Effect of Sterical Shielding on the Redox Properties of Imidazoline and Imidazolidine Nitroxides

• Published in: Journal of organic chemistry Vol. 80; no. 18; pp. 9118 - 9125
• Main Authors: Kirilyuk, Igor A, Bobko, Andrey A, Semenov, Sergey V, Komarov, Denis A, Irtegova, Irina G, Grigor’ev, Igor A, Bagryanskaya, Elena
• Format: Journal Article
• Language: English
• Published: United States American Chemical Society 18.09.2015
• Subjects: electrochemistry; hydroxylamine; organic chemistry; oxidants; regression analysis
• ISSN: 0022-3263; 1520-6904; 1520-6904
• DOI: 10.1021/acs.joc.5b01494

The oxidant properties of the series of 2,2,5,5-tetraalkyl imidazoline and imidazolidine nitroxides were investigated.

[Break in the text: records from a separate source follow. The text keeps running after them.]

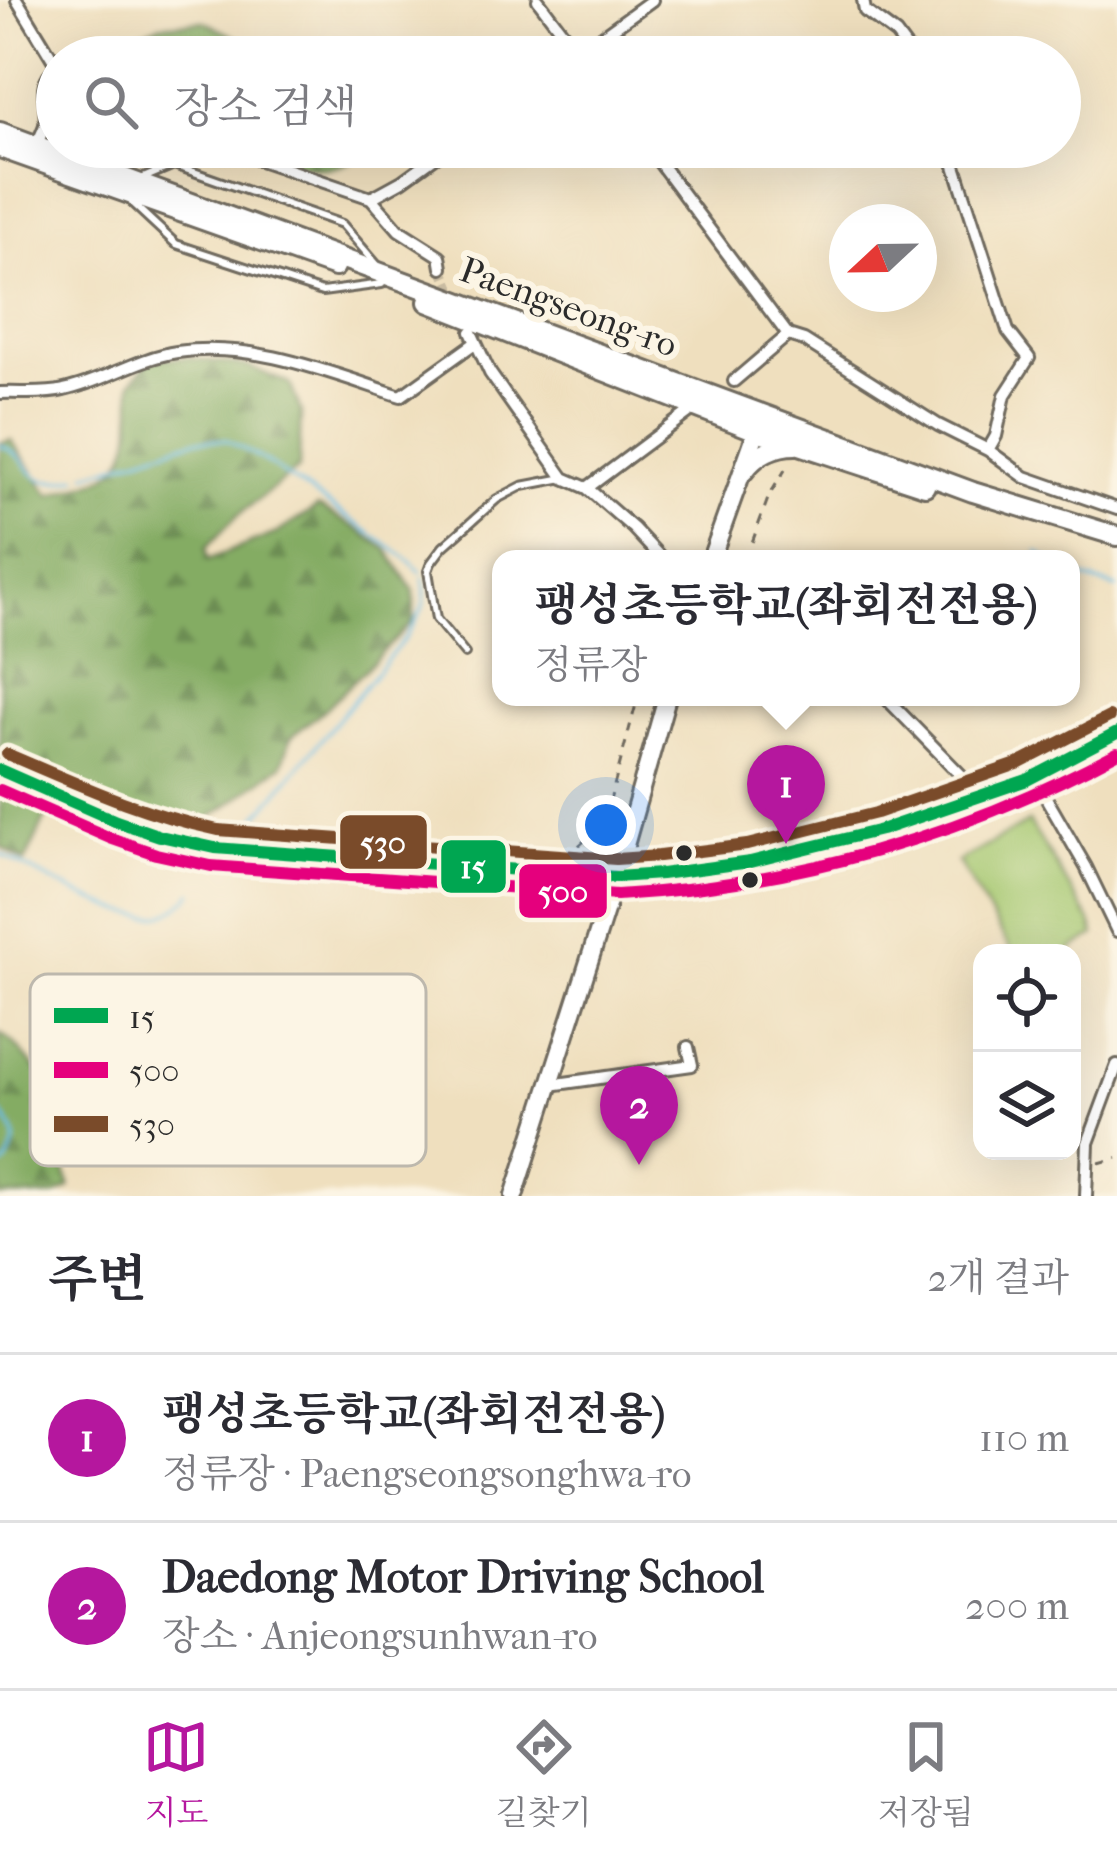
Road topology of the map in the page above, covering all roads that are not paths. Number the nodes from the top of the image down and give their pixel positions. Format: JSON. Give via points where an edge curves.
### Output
{"nodes":[{"id":1,"x":37,"y":0,"type":"edge"},
{"id":2,"x":538,"y":0,"type":"edge"},
{"id":3,"x":652,"y":0,"type":"edge"},
{"id":4,"x":863,"y":0,"type":"edge"},
{"id":5,"x":20,"y":5,"type":"edge"},
{"id":6,"x":39,"y":36,"type":"edge"},
{"id":7,"x":563,"y":36,"type":"edge"},
{"id":8,"x":604,"y":36,"type":"edge"},
{"id":9,"x":898,"y":36,"type":"edge"},
{"id":10,"x":0,"y":132,"type":"edge"},
{"id":11,"x":36,"y":145,"type":"edge"},
{"id":12,"x":0,"y":148,"type":"edge"},
{"id":13,"x":36,"y":159,"type":"edge"},
{"id":14,"x":66,"y":168,"type":"edge"},
{"id":15,"x":87,"y":168,"type":"edge"},
{"id":16,"x":168,"y":168,"type":"edge"},
{"id":17,"x":183,"y":168,"type":"edge"},
{"id":18,"x":283,"y":168,"type":"edge"},
{"id":19,"x":420,"y":168,"type":"edge"},
{"id":20,"x":664,"y":168,"type":"edge"},
{"id":21,"x":956,"y":168,"type":"edge"},
{"id":22,"x":128,"y":187,"type":"junction"},
{"id":23,"x":371,"y":198,"type":"junction"},
{"id":24,"x":442,"y":268,"type":"tunnel mouth"},
{"id":25,"x":384,"y":278,"type":"junction"},
{"id":26,"x":788,"y":335,"type":"junction"},
{"id":27,"x":734,"y":381,"type":"dead end"},
{"id":28,"x":0,"y":393,"type":"edge"},
{"id":29,"x":689,"y":412,"type":"dead end"},
{"id":30,"x":722,"y":418,"type":"junction"},
{"id":31,"x":760,"y":422,"type":"junction"},
{"id":32,"x":802,"y":446,"type":"junction"},
{"id":33,"x":988,"y":450,"type":"junction"},
{"id":34,"x":744,"y":471,"type":"junction"},
{"id":35,"x":564,"y":478,"type":"junction"},
{"id":36,"x":587,"y":488,"type":"junction"},
{"id":37,"x":1117,"y":508,"type":"edge"},
{"id":38,"x":1117,"y":536,"type":"edge"},
{"id":39,"x":1117,"y":548,"type":"edge"},
{"id":40,"x":654,"y":550,"type":"edge"},
{"id":41,"x":714,"y":550,"type":"edge"},
{"id":42,"x":465,"y":654,"type":"dead end"},
{"id":43,"x":664,"y":706,"type":"edge"},
{"id":44,"x":894,"y":706,"type":"edge"},
{"id":45,"x":1117,"y":733,"type":"edge"},
{"id":46,"x":0,"y":770,"type":"edge"},
{"id":47,"x":1034,"y":777,"type":"junction"},
{"id":48,"x":977,"y":798,"type":"junction"},
{"id":49,"x":616,"y":877,"type":"junction"},
{"id":50,"x":1117,"y":931,"type":"edge"},
{"id":51,"x":688,"y":1047,"type":"dead end"},
{"id":52,"x":1117,"y":1065,"type":"edge"},
{"id":53,"x":550,"y":1085,"type":"junction"},
{"id":54,"x":514,"y":1196,"type":"edge"},
{"id":55,"x":1085,"y":1196,"type":"edge"}],
"edges":[{"from":1,"to":5,"type":"street"},
{"from":2,"to":7,"type":"street"},
{"from":3,"to":8,"type":"street"},
{"from":4,"to":9,"type":"street"},
{"from":5,"to":6,"type":"street"},
{"from":10,"to":11,"type":"main road","name":"Paengseong-ro"},
{"from":12,"to":13,"type":"main road","name":"Paengseong-ro"},
{"from":14,"to":22,"type":"main road","name":"Paengseong-ro"},
{"from":15,"to":22,"type":"main road","name":"Paengseong-ro"},
{"from":16,"to":22,"type":"lane"},
{"from":17,"to":25,"type":"lane","via":[[342,224]]},
{"from":18,"to":23,"type":"street"},
{"from":19,"to":23,"type":"street"},
{"from":20,"to":26,"type":"street"},
{"from":21,"to":33,"type":"street","via":[[1008,331],[1030,358],[1005,395]]},
{"from":22,"to":25,"type":"main road","name":"Paengseong-ro"},
{"from":22,"to":25,"type":"lane","via":[[176,244],[322,292]]},
{"from":23,"to":24,"type":"street","via":[[399,230],[440,256]]},
{"from":25,"to":30,"type":"main road","name":"Paengseong-ro"},
{"from":25,"to":31,"type":"main road","name":"Paengseong-ro"},
{"from":26,"to":27,"type":"street"},
{"from":26,"to":33,"type":"street"},
{"from":28,"to":35,"type":"street","via":[[63,391],[149,358],[227,352],[306,363],[401,396],[473,337]]},
{"from":29,"to":36,"type":"street"},
{"from":30,"to":31,"type":"main road","name":"Paengseong-ro"},
{"from":30,"to":34,"type":"main road","via":[[739,441]]},
{"from":31,"to":32,"type":"main road","name":"Paengseong-ro"},
{"from":31,"to":34,"type":"main road"},
{"from":31,"to":38,"type":"main road","name":"Paengseong-ro"},
{"from":32,"to":34,"type":"main road","via":[[770,450]]},
{"from":32,"to":39,"type":"main road","name":"Paengseong-ro"},
{"from":33,"to":37,"type":"street","via":[[1025,478]]},
{"from":34,"to":41,"type":"main road"},
{"from":35,"to":36,"type":"street"},
{"from":35,"to":42,"type":"lane","via":[[497,499],[431,563],[436,619]]},
{"from":36,"to":40,"type":"street"},
{"from":43,"to":49,"type":"main road"},
{"from":44,"to":48,"type":"street"},
{"from":45,"to":47,"type":"street"},
{"from":46,"to":49,"type":"street","via":[[116,821],[215,848]]},
{"from":47,"to":48,"type":"street"},
{"from":47,"to":50,"type":"street"},
{"from":48,"to":49,"type":"street","via":[[804,851],[711,870]]},
{"from":49,"to":53,"type":"main road"},
{"from":51,"to":53,"type":"street","via":[[692,1065]]},
{"from":52,"to":55,"type":"street","via":[[1088,1143]]},
{"from":53,"to":54,"type":"main road"}]}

An increase in the number of bulky alkyl substituents leads to a decrease in the rate of reduction with ascorbate, which makes the electrochemical reduction potential more negative and shifts the equilibrium in the mixture of nitroxide and reference hydroxylamine (3-carboxy-1-hydroxy-2,2,5,5-tetramethylpyrrolidine-1-oxyl-1-15N) toward the starting compounds. The effect of structural factors on these reactions was analyzed by means of multiple regression using the Fujita steric constant E s and the inductive Hammett constant σI. Satisfactory statistical outputs were obtained in all of the biparameter correlations, denoting that the oxidant properties of the nitroxides are determined by steric and electronic effects of the substituents. The data imply that bulky substituents can stabilize nitroxide and/or destabilize hydroxylamine.